YOUR GOAL: Nothing in the records should change; write them all out again.

(Saved data entries)
.....

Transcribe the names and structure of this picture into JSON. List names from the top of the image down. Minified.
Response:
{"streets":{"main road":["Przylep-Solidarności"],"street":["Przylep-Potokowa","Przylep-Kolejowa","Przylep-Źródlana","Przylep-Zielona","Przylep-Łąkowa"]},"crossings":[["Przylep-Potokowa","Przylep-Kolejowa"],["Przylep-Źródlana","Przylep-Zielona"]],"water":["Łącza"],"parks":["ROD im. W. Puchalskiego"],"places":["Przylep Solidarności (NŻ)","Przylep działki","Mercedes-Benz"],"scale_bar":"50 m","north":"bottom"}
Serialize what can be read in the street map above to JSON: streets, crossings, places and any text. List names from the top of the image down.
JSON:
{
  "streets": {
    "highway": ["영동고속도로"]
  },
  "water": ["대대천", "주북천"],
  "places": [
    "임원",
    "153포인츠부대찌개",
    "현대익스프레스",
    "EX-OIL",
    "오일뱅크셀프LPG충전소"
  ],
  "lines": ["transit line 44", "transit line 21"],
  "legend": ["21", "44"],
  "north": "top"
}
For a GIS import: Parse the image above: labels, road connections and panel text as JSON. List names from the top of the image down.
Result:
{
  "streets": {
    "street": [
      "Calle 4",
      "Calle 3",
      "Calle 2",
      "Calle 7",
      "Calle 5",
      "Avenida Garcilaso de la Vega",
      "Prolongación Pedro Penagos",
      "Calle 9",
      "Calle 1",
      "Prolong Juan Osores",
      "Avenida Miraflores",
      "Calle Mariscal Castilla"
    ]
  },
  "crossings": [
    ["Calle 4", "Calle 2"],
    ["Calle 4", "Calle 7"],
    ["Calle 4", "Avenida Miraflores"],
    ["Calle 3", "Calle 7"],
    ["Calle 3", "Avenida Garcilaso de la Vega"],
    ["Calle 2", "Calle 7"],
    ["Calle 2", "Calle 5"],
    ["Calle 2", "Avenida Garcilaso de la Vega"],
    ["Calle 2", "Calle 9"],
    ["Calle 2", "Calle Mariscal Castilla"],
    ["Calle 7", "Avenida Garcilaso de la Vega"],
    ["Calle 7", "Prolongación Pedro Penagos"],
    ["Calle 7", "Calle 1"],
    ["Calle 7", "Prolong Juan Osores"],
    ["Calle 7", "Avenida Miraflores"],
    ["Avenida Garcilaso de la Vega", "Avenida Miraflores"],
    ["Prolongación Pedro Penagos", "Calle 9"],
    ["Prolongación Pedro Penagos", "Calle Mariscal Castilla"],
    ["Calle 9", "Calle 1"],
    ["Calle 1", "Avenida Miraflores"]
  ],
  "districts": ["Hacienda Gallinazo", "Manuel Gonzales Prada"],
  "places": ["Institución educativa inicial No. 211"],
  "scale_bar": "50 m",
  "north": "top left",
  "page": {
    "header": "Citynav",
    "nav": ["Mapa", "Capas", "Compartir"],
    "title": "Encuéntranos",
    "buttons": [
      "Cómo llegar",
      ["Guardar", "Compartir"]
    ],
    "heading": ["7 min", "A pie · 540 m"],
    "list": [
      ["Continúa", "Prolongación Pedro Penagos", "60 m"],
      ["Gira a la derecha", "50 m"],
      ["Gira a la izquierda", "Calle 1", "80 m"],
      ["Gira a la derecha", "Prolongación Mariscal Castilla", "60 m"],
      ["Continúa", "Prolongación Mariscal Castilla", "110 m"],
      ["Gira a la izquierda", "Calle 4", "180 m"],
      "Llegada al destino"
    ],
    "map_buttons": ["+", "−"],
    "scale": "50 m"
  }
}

.....

YOUR RESPONSE:
Transcribe the names and structure of this picture into JSON. List names from the top of the image down. Minified.
Response:
{"streets":{"main road":["Przylep-Solidarności"],"street":["Przylep-Potokowa","Przylep-Kolejowa","Przylep-Źródlana","Przylep-Zielona","Przylep-Łąkowa"]},"crossings":[["Przylep-Potokowa","Przylep-Kolejowa"],["Przylep-Źródlana","Przylep-Zielona"]],"water":["Łącza"],"parks":["ROD im. W. Puchalskiego"],"places":["Przylep Solidarności (NŻ)","Przylep działki","Mercedes-Benz"],"scale_bar":"50 m","north":"bottom"}
Serialize what can be read in the street map above to JSON: streets, crossings, places and any text. List names from the top of the image down.
JSON:
{
  "streets": {
    "highway": ["영동고속도로"]
  },
  "water": ["대대천", "주북천"],
  "places": [
    "임원",
    "153포인츠부대찌개",
    "현대익스프레스",
    "EX-OIL",
    "오일뱅크셀프LPG충전소"
  ],
  "lines": ["transit line 44", "transit line 21"],
  "legend": ["21", "44"],
  "north": "top"
}
For a GIS import: Parse the image above: labels, road connections and panel text as JSON. List names from the top of the image down.
Result:
{
  "streets": {
    "street": [
      "Calle 4",
      "Calle 3",
      "Calle 2",
      "Calle 7",
      "Calle 5",
      "Avenida Garcilaso de la Vega",
      "Prolongación Pedro Penagos",
      "Calle 9",
      "Calle 1",
      "Prolong Juan Osores",
      "Avenida Miraflores",
      "Calle Mariscal Castilla"
    ]
  },
  "crossings": [
    ["Calle 4", "Calle 2"],
    ["Calle 4", "Calle 7"],
    ["Calle 4", "Avenida Miraflores"],
    ["Calle 3", "Calle 7"],
    ["Calle 3", "Avenida Garcilaso de la Vega"],
    ["Calle 2", "Calle 7"],
    ["Calle 2", "Calle 5"],
    ["Calle 2", "Avenida Garcilaso de la Vega"],
    ["Calle 2", "Calle 9"],
    ["Calle 2", "Calle Mariscal Castilla"],
    ["Calle 7", "Avenida Garcilaso de la Vega"],
    ["Calle 7", "Prolongación Pedro Penagos"],
    ["Calle 7", "Calle 1"],
    ["Calle 7", "Prolong Juan Osores"],
    ["Calle 7", "Avenida Miraflores"],
    ["Avenida Garcilaso de la Vega", "Avenida Miraflores"],
    ["Prolongación Pedro Penagos", "Calle 9"],
    ["Prolongación Pedro Penagos", "Calle Mariscal Castilla"],
    ["Calle 9", "Calle 1"],
    ["Calle 1", "Avenida Miraflores"]
  ],
  "districts": ["Hacienda Gallinazo", "Manuel Gonzales Prada"],
  "places": ["Institución educativa inicial No. 211"],
  "scale_bar": "50 m",
  "north": "top left",
  "page": {
    "header": "Citynav",
    "nav": ["Mapa", "Capas", "Compartir"],
    "title": "Encuéntranos",
    "buttons": [
      "Cómo llegar",
      ["Guardar", "Compartir"]
    ],
    "heading": ["7 min", "A pie · 540 m"],
    "list": [
      ["Continúa", "Prolongación Pedro Penagos", "60 m"],
      ["Gira a la derecha", "50 m"],
      ["Gira a la izquierda", "Calle 1", "80 m"],
      ["Gira a la derecha", "Prolongación Mariscal Castilla", "60 m"],
      ["Continúa", "Prolongación Mariscal Castilla", "110 m"],
      ["Gira a la izquierda", "Calle 4", "180 m"],
      "Llegada al destino"
    ],
    "map_buttons": ["+", "−"],
    "scale": "50 m"
  }
}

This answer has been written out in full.